++++ DATA TO USE ++++

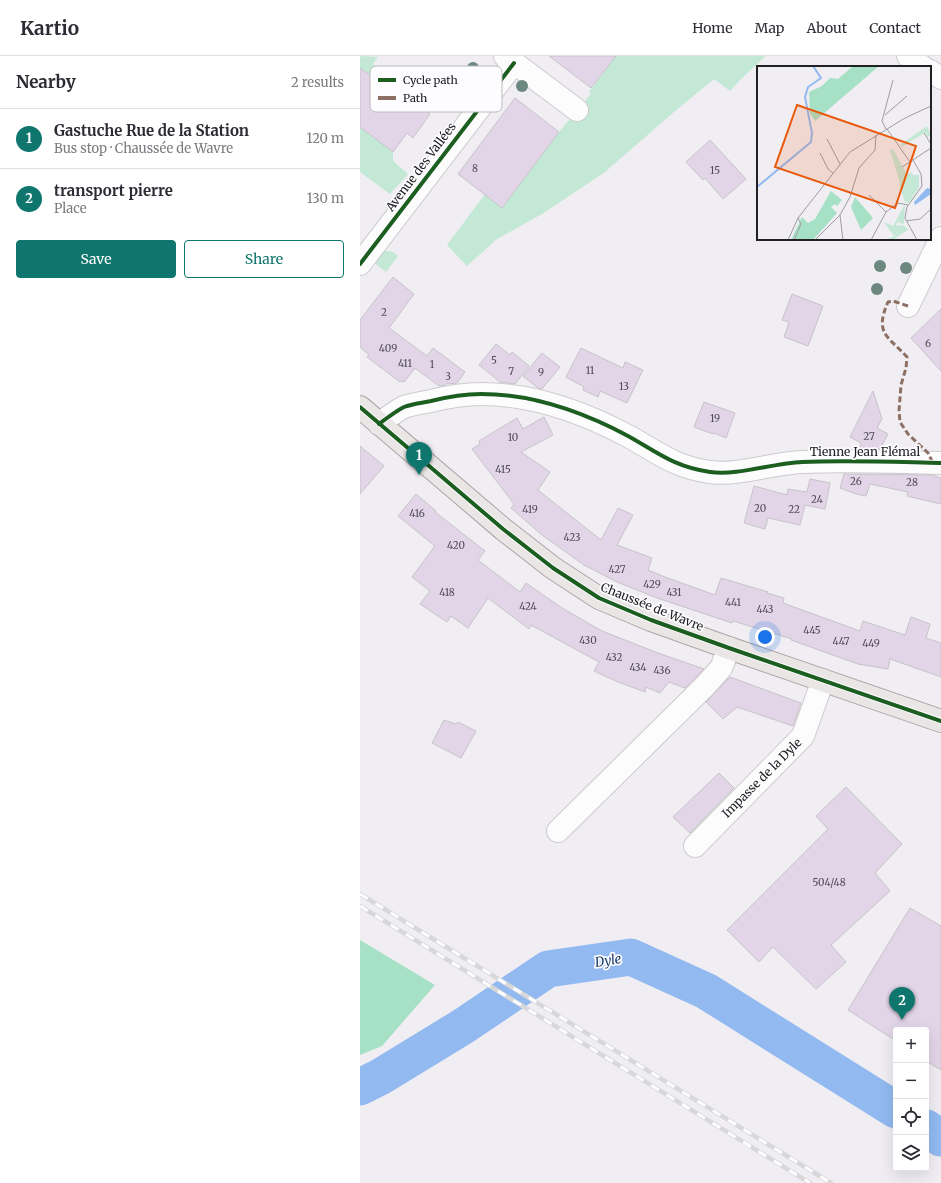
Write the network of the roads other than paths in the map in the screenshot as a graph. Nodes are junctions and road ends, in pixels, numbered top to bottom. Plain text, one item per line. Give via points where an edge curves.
1 (908, 56) edge
2 (509, 60) edge
3 (922, 66) edge
4 (502, 70) edge
5 (931, 72) edge
6 (941, 78) edge
7 (577, 110) dead end
8 (471, 112) edge
9 (941, 238) edge
10 (360, 264) edge
11 (908, 306) dead end
12 (360, 408) edge
13 (379, 424) junction
14 (941, 464) edge
15 (729, 648) junction
16 (823, 680) junction
17 (941, 721) edge
18 (558, 831) dead end
19 (695, 846) dead end

1 - 3 street
2 - 4 street, Avenue des Vallées
2 - 7 street, Avenue des Vallées
5 - 6 street
8 - 10 street, Avenue des Vallées
9 - 11 street
12 - 13 main road, Chaussée de Wavre
13 - 14 street, Tienne Jean Flémal via 404,407 449,396 507,395 584,415 686,468 711,472 731,472 801,462
13 - 15 main road, Chaussée de Wavre via 503,529 553,568 599,598 650,620
15 - 16 main road, Chaussée de Wavre
15 - 18 street via 721,668 704,687
16 - 17 main road, Chaussée de Wavre
16 - 19 street, Impasse de la Dyle via 803,736

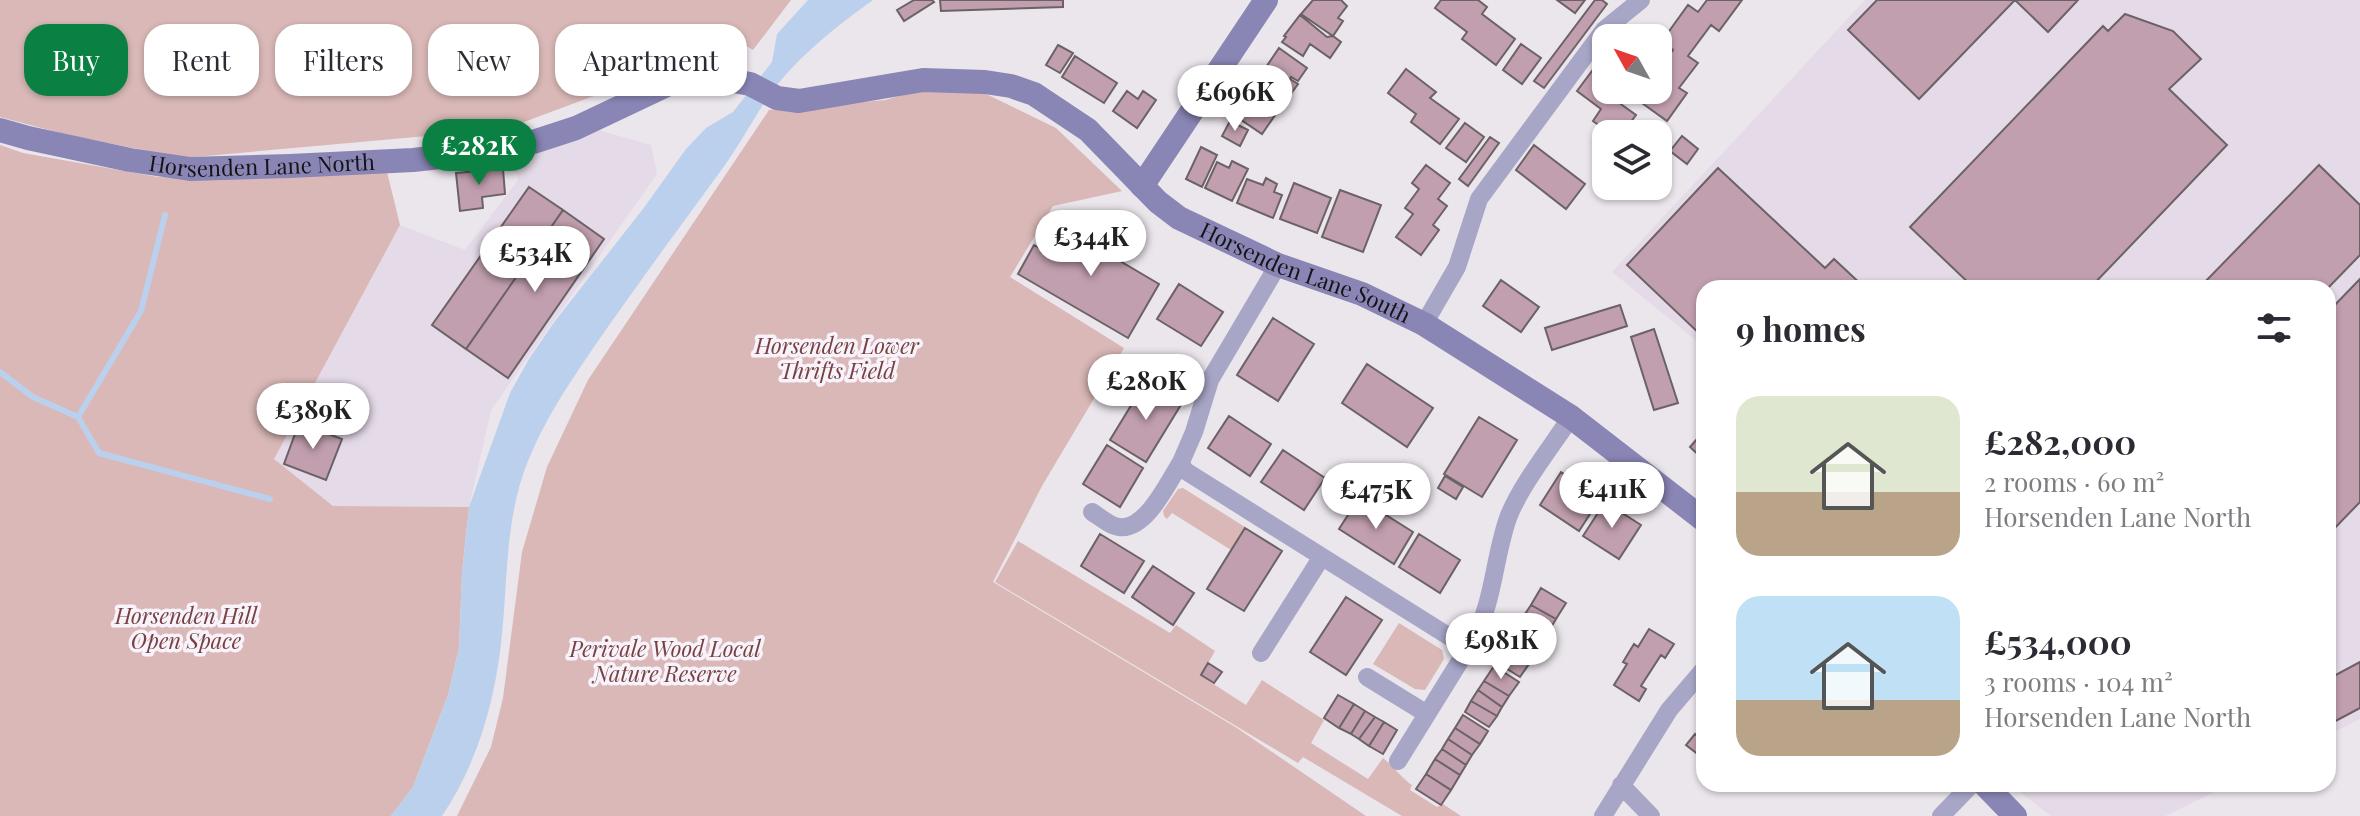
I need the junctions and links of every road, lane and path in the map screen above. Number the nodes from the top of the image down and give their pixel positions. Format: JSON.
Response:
{"nodes":[{"id":1,"x":1266,"y":0,"type":"edge"},
{"id":2,"x":1641,"y":0,"type":"edge"},
{"id":3,"x":747,"y":83,"type":"edge"},
{"id":4,"x":644,"y":96,"type":"edge"},
{"id":5,"x":0,"y":130,"type":"edge"},
{"id":6,"x":1142,"y":186,"type":"junction"},
{"id":7,"x":1278,"y":265,"type":"junction"},
{"id":8,"x":1424,"y":324,"type":"junction"},
{"id":9,"x":1571,"y":417,"type":"junction"},
{"id":10,"x":1181,"y":462,"type":"junction"},
{"id":11,"x":1092,"y":512,"type":"dead end"},
{"id":12,"x":1696,"y":514,"type":"edge"},
{"id":13,"x":1321,"y":558,"type":"junction"},
{"id":14,"x":1464,"y":644,"type":"junction"},
{"id":15,"x":1261,"y":653,"type":"dead end"},
{"id":16,"x":1367,"y":677,"type":"dead end"},
{"id":17,"x":1696,"y":678,"type":"edge"},
{"id":18,"x":1427,"y":714,"type":"junction"},
{"id":19,"x":1398,"y":761,"type":"dead end"},
{"id":20,"x":1621,"y":785,"type":"junction"},
{"id":21,"x":1964,"y":792,"type":"edge"},
{"id":22,"x":1992,"y":792,"type":"edge"},
{"id":23,"x":1603,"y":816,"type":"edge"},
{"id":24,"x":1651,"y":816,"type":"edge"},
{"id":25,"x":1941,"y":816,"type":"edge"},
{"id":26,"x":2015,"y":816,"type":"edge"}],
"edges":[{"from":1,"to":6,"type":"street"},
{"from":2,"to":8,"type":"street"},
{"from":3,"to":6,"type":"street","name":"Horsenden Lane South"},
{"from":4,"to":5,"type":"street","name":"Horsenden Lane North"},
{"from":6,"to":7,"type":"street","name":"Horsenden Lane South"},
{"from":7,"to":8,"type":"street","name":"Horsenden Lane South"},
{"from":7,"to":10,"type":"street"},
{"from":8,"to":9,"type":"street","name":"Horsenden Lane South"},
{"from":9,"to":12,"type":"street","name":"Horsenden Lane South"},
{"from":9,"to":14,"type":"street"},
{"from":10,"to":11,"type":"street"},
{"from":10,"to":13,"type":"street"},
{"from":13,"to":14,"type":"street"},
{"from":13,"to":15,"type":"street"},
{"from":14,"to":18,"type":"street"},
{"from":16,"to":18,"type":"street"},
{"from":17,"to":20,"type":"street"},
{"from":18,"to":19,"type":"street"},
{"from":20,"to":23,"type":"street"},
{"from":20,"to":24,"type":"street"},
{"from":21,"to":25,"type":"street"},
{"from":22,"to":26,"type":"street"}]}
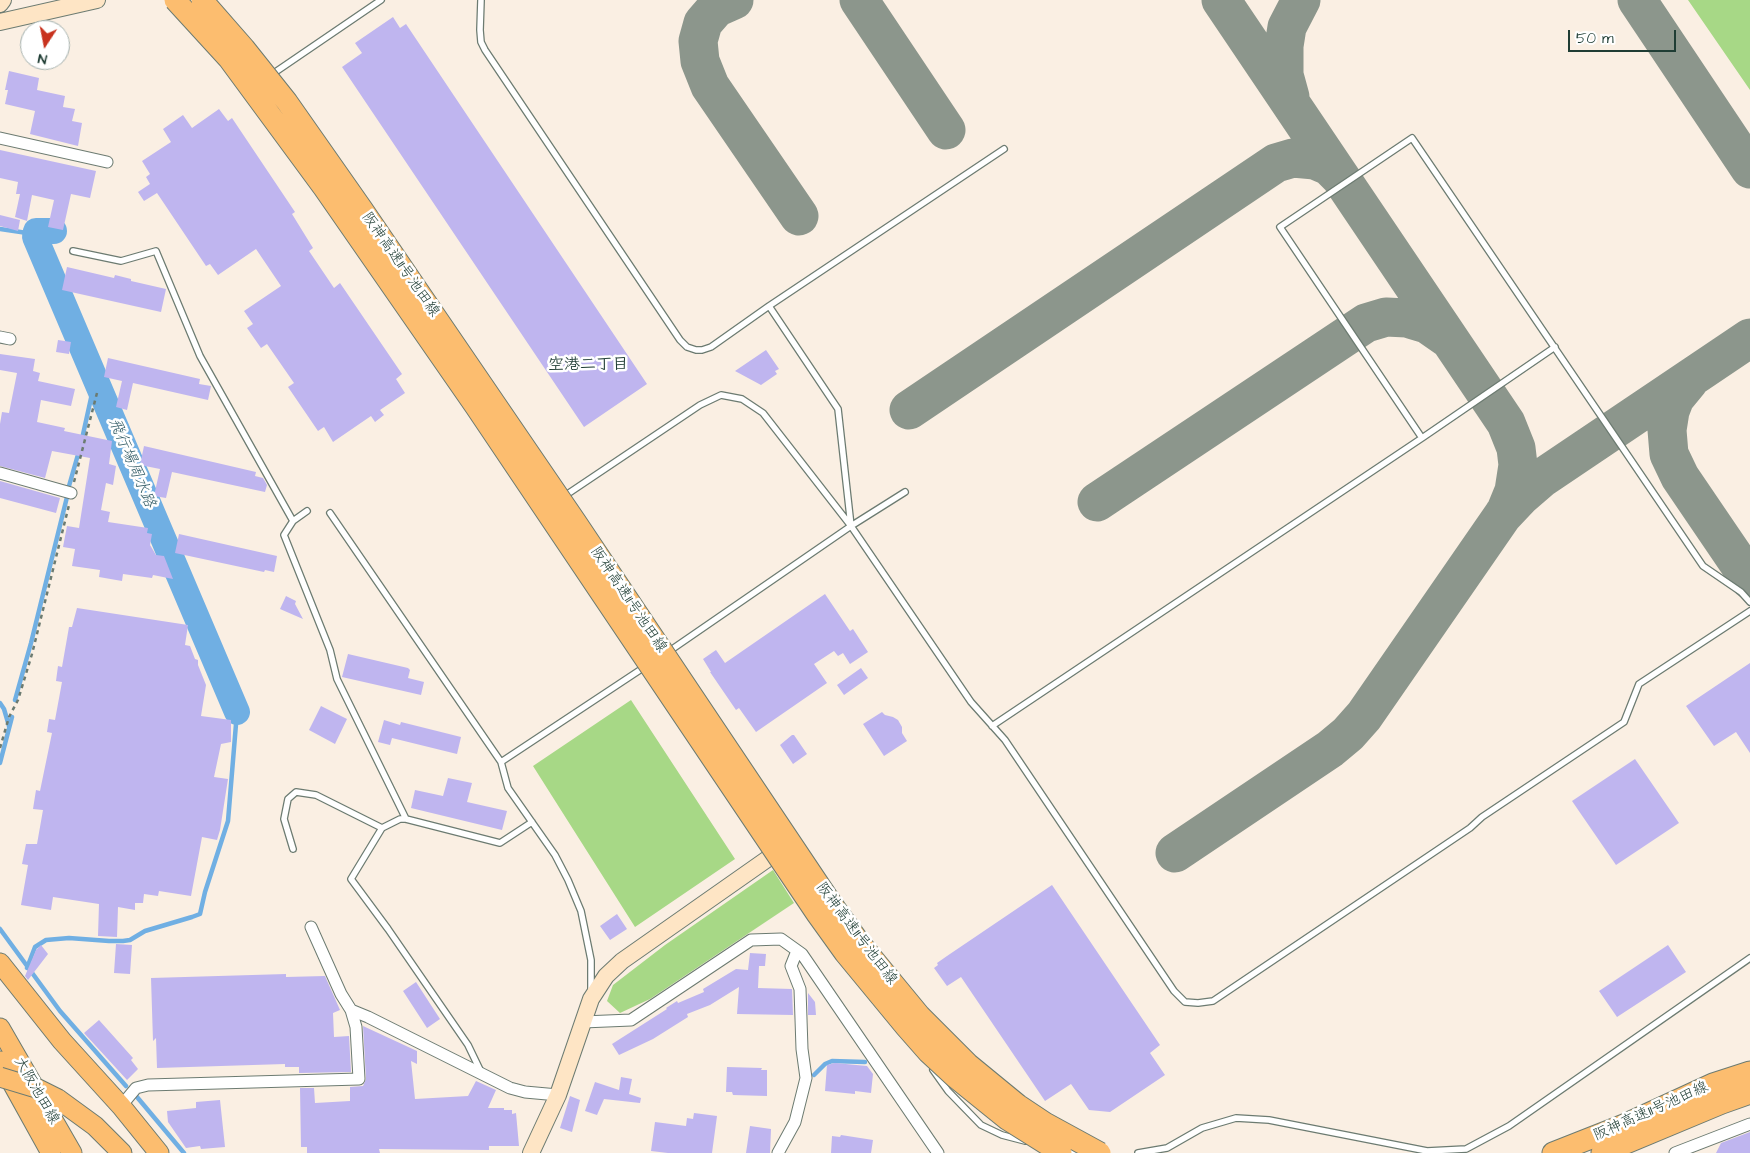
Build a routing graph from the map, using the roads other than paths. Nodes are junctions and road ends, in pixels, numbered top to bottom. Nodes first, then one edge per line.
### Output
1 (3, 0) edge
2 (96, 0) edge
3 (174, 0) edge
4 (201, 0) edge
5 (217, 0) edge
6 (381, 0) edge
7 (481, 0) edge
8 (0, 4) edge
9 (0, 22) edge
10 (229, 34) junction
11 (261, 82) junction
12 (0, 138) edge
13 (1004, 149) dead end
14 (107, 162) dead end
15 (73, 251) dead end
16 (769, 306) junction
17 (1555, 347) junction
18 (1422, 438) junction
19 (0, 474) edge
20 (905, 492) dead end
21 (71, 493) road end
22 (551, 505) junction
23 (307, 511) dead end
24 (330, 513) dead end
25 (293, 521) junction
26 (851, 526) junction
27 (1750, 602) edge
28 (1750, 611) edge
29 (656, 660) junction
30 (992, 726) junction
31 (501, 762) junction
32 (406, 819) junction
33 (532, 822) junction
34 (382, 828) junction
35 (293, 849) dead end
36 (311, 927) dead end
37 (798, 951) junction
38 (855, 954) dead end
39 (1750, 958) edge
40 (0, 963) edge
41 (0, 978) edge
42 (591, 1000) junction
43 (350, 1010) junction
44 (583, 1022) junction
45 (0, 1028) edge
46 (926, 1058) dead end
47 (0, 1061) edge
48 (931, 1066) dead end
49 (1750, 1072) edge
50 (482, 1074) junction
51 (0, 1077) edge
52 (1750, 1093) edge
53 (558, 1096) junction
54 (120, 1106) junction
55 (1750, 1124) edge
56 (49, 1153) edge
57 (72, 1153) edge
58 (122, 1153) edge
59 (146, 1153) edge
60 (159, 1153) edge
61 (531, 1153) edge
62 (778, 1153) edge
63 (938, 1153) edge
64 (1061, 1153) edge
65 (1079, 1153) edge
66 (1100, 1153) edge
67 (1138, 1153) edge
68 (1553, 1153) edge
69 (1602, 1153) edge
70 (1675, 1153) edge

1 - 8 street
2 - 9 street
3 - 64 highway, 阪神高速11号池田線, bridge
4 - 10 street
4 - 66 highway, 阪神高速11号池田線, bridge
5 - 10 street
6 - 11 lane
7 - 16 lane
10 - 11 street
11 - 22 street
12 - 14 street
13 - 16 lane
15 - 25 lane
16 - 26 lane
17 - 18 lane
17 - 18 lane
17 - 27 lane
18 - 30 lane
19 - 21 street
20 - 26 lane
22 - 26 lane
22 - 29 street
23 - 25 lane
24 - 31 lane
25 - 32 lane
26 - 29 lane
26 - 30 lane
28 - 30 lane
29 - 31 lane
29 - 42 street
31 - 33 lane
32 - 33 lane
32 - 34 lane
33 - 42 lane
34 - 35 lane
34 - 50 lane
36 - 43 street
37 - 44 street
37 - 62 street
37 - 63 street
38 - 46 lane
39 - 67 lane
40 - 54 main road
41 - 59 main road
42 - 44 street
43 - 50 street
43 - 54 street
44 - 53 street
45 - 57 main road, 大阪池田線
47 - 56 main road, 大阪池田線
48 - 65 lane
49 - 68 highway, 阪神高速11号池田線
50 - 53 street
51 - 58 main road, bridge
52 - 69 highway, 阪神高速11号池田線
53 - 61 street
54 - 60 main road
55 - 70 street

++++

ASSIGNMENT -> Leave out the pictures and copy everything else in the records word for word.

OUTPUT OF THE TASK ->
Write the network of the roads other than paths in the map in the screenshot as a graph. Nodes are junctions and road ends, in pixels, numbered top to bottom. Plain text, one item per line. Give via points where an edge curves.
1 (908, 56) edge
2 (509, 60) edge
3 (922, 66) edge
4 (502, 70) edge
5 (931, 72) edge
6 (941, 78) edge
7 (577, 110) dead end
8 (471, 112) edge
9 (941, 238) edge
10 (360, 264) edge
11 (908, 306) dead end
12 (360, 408) edge
13 (379, 424) junction
14 (941, 464) edge
15 (729, 648) junction
16 (823, 680) junction
17 (941, 721) edge
18 (558, 831) dead end
19 (695, 846) dead end

1 - 3 street
2 - 4 street, Avenue des Vallées
2 - 7 street, Avenue des Vallées
5 - 6 street
8 - 10 street, Avenue des Vallées
9 - 11 street
12 - 13 main road, Chaussée de Wavre
13 - 14 street, Tienne Jean Flémal via 404,407 449,396 507,395 584,415 686,468 711,472 731,472 801,462
13 - 15 main road, Chaussée de Wavre via 503,529 553,568 599,598 650,620
15 - 16 main road, Chaussée de Wavre
15 - 18 street via 721,668 704,687
16 - 17 main road, Chaussée de Wavre
16 - 19 street, Impasse de la Dyle via 803,736

I need the junctions and links of every road, lane and path in the map screen above. Number the nodes from the top of the image down and give their pixel positions. Format: JSON.
Response:
{"nodes":[{"id":1,"x":1266,"y":0,"type":"edge"},
{"id":2,"x":1641,"y":0,"type":"edge"},
{"id":3,"x":747,"y":83,"type":"edge"},
{"id":4,"x":644,"y":96,"type":"edge"},
{"id":5,"x":0,"y":130,"type":"edge"},
{"id":6,"x":1142,"y":186,"type":"junction"},
{"id":7,"x":1278,"y":265,"type":"junction"},
{"id":8,"x":1424,"y":324,"type":"junction"},
{"id":9,"x":1571,"y":417,"type":"junction"},
{"id":10,"x":1181,"y":462,"type":"junction"},
{"id":11,"x":1092,"y":512,"type":"dead end"},
{"id":12,"x":1696,"y":514,"type":"edge"},
{"id":13,"x":1321,"y":558,"type":"junction"},
{"id":14,"x":1464,"y":644,"type":"junction"},
{"id":15,"x":1261,"y":653,"type":"dead end"},
{"id":16,"x":1367,"y":677,"type":"dead end"},
{"id":17,"x":1696,"y":678,"type":"edge"},
{"id":18,"x":1427,"y":714,"type":"junction"},
{"id":19,"x":1398,"y":761,"type":"dead end"},
{"id":20,"x":1621,"y":785,"type":"junction"},
{"id":21,"x":1964,"y":792,"type":"edge"},
{"id":22,"x":1992,"y":792,"type":"edge"},
{"id":23,"x":1603,"y":816,"type":"edge"},
{"id":24,"x":1651,"y":816,"type":"edge"},
{"id":25,"x":1941,"y":816,"type":"edge"},
{"id":26,"x":2015,"y":816,"type":"edge"}],
"edges":[{"from":1,"to":6,"type":"street"},
{"from":2,"to":8,"type":"street"},
{"from":3,"to":6,"type":"street","name":"Horsenden Lane South"},
{"from":4,"to":5,"type":"street","name":"Horsenden Lane North"},
{"from":6,"to":7,"type":"street","name":"Horsenden Lane South"},
{"from":7,"to":8,"type":"street","name":"Horsenden Lane South"},
{"from":7,"to":10,"type":"street"},
{"from":8,"to":9,"type":"street","name":"Horsenden Lane South"},
{"from":9,"to":12,"type":"street","name":"Horsenden Lane South"},
{"from":9,"to":14,"type":"street"},
{"from":10,"to":11,"type":"street"},
{"from":10,"to":13,"type":"street"},
{"from":13,"to":14,"type":"street"},
{"from":13,"to":15,"type":"street"},
{"from":14,"to":18,"type":"street"},
{"from":16,"to":18,"type":"street"},
{"from":17,"to":20,"type":"street"},
{"from":18,"to":19,"type":"street"},
{"from":20,"to":23,"type":"street"},
{"from":20,"to":24,"type":"street"},
{"from":21,"to":25,"type":"street"},
{"from":22,"to":26,"type":"street"}]}
Build a routing graph from the map, using the roads other than paths. Nodes are junctions and road ends, in pixels, numbered top to bottom. Nodes first, then one edge per line.
### Output
1 (3, 0) edge
2 (96, 0) edge
3 (174, 0) edge
4 (201, 0) edge
5 (217, 0) edge
6 (381, 0) edge
7 (481, 0) edge
8 (0, 4) edge
9 (0, 22) edge
10 (229, 34) junction
11 (261, 82) junction
12 (0, 138) edge
13 (1004, 149) dead end
14 (107, 162) dead end
15 (73, 251) dead end
16 (769, 306) junction
17 (1555, 347) junction
18 (1422, 438) junction
19 (0, 474) edge
20 (905, 492) dead end
21 (71, 493) road end
22 (551, 505) junction
23 (307, 511) dead end
24 (330, 513) dead end
25 (293, 521) junction
26 (851, 526) junction
27 (1750, 602) edge
28 (1750, 611) edge
29 (656, 660) junction
30 (992, 726) junction
31 (501, 762) junction
32 (406, 819) junction
33 (532, 822) junction
34 (382, 828) junction
35 (293, 849) dead end
36 (311, 927) dead end
37 (798, 951) junction
38 (855, 954) dead end
39 (1750, 958) edge
40 (0, 963) edge
41 (0, 978) edge
42 (591, 1000) junction
43 (350, 1010) junction
44 (583, 1022) junction
45 (0, 1028) edge
46 (926, 1058) dead end
47 (0, 1061) edge
48 (931, 1066) dead end
49 (1750, 1072) edge
50 (482, 1074) junction
51 (0, 1077) edge
52 (1750, 1093) edge
53 (558, 1096) junction
54 (120, 1106) junction
55 (1750, 1124) edge
56 (49, 1153) edge
57 (72, 1153) edge
58 (122, 1153) edge
59 (146, 1153) edge
60 (159, 1153) edge
61 (531, 1153) edge
62 (778, 1153) edge
63 (938, 1153) edge
64 (1061, 1153) edge
65 (1079, 1153) edge
66 (1100, 1153) edge
67 (1138, 1153) edge
68 (1553, 1153) edge
69 (1602, 1153) edge
70 (1675, 1153) edge

1 - 8 street
2 - 9 street
3 - 64 highway, 阪神高速11号池田線, bridge
4 - 10 street
4 - 66 highway, 阪神高速11号池田線, bridge
5 - 10 street
6 - 11 lane
7 - 16 lane
10 - 11 street
11 - 22 street
12 - 14 street
13 - 16 lane
15 - 25 lane
16 - 26 lane
17 - 18 lane
17 - 18 lane
17 - 27 lane
18 - 30 lane
19 - 21 street
20 - 26 lane
22 - 26 lane
22 - 29 street
23 - 25 lane
24 - 31 lane
25 - 32 lane
26 - 29 lane
26 - 30 lane
28 - 30 lane
29 - 31 lane
29 - 42 street
31 - 33 lane
32 - 33 lane
32 - 34 lane
33 - 42 lane
34 - 35 lane
34 - 50 lane
36 - 43 street
37 - 44 street
37 - 62 street
37 - 63 street
38 - 46 lane
39 - 67 lane
40 - 54 main road
41 - 59 main road
42 - 44 street
43 - 50 street
43 - 54 street
44 - 53 street
45 - 57 main road, 大阪池田線
47 - 56 main road, 大阪池田線
48 - 65 lane
49 - 68 highway, 阪神高速11号池田線
50 - 53 street
51 - 58 main road, bridge
52 - 69 highway, 阪神高速11号池田線
53 - 61 street
54 - 60 main road
55 - 70 street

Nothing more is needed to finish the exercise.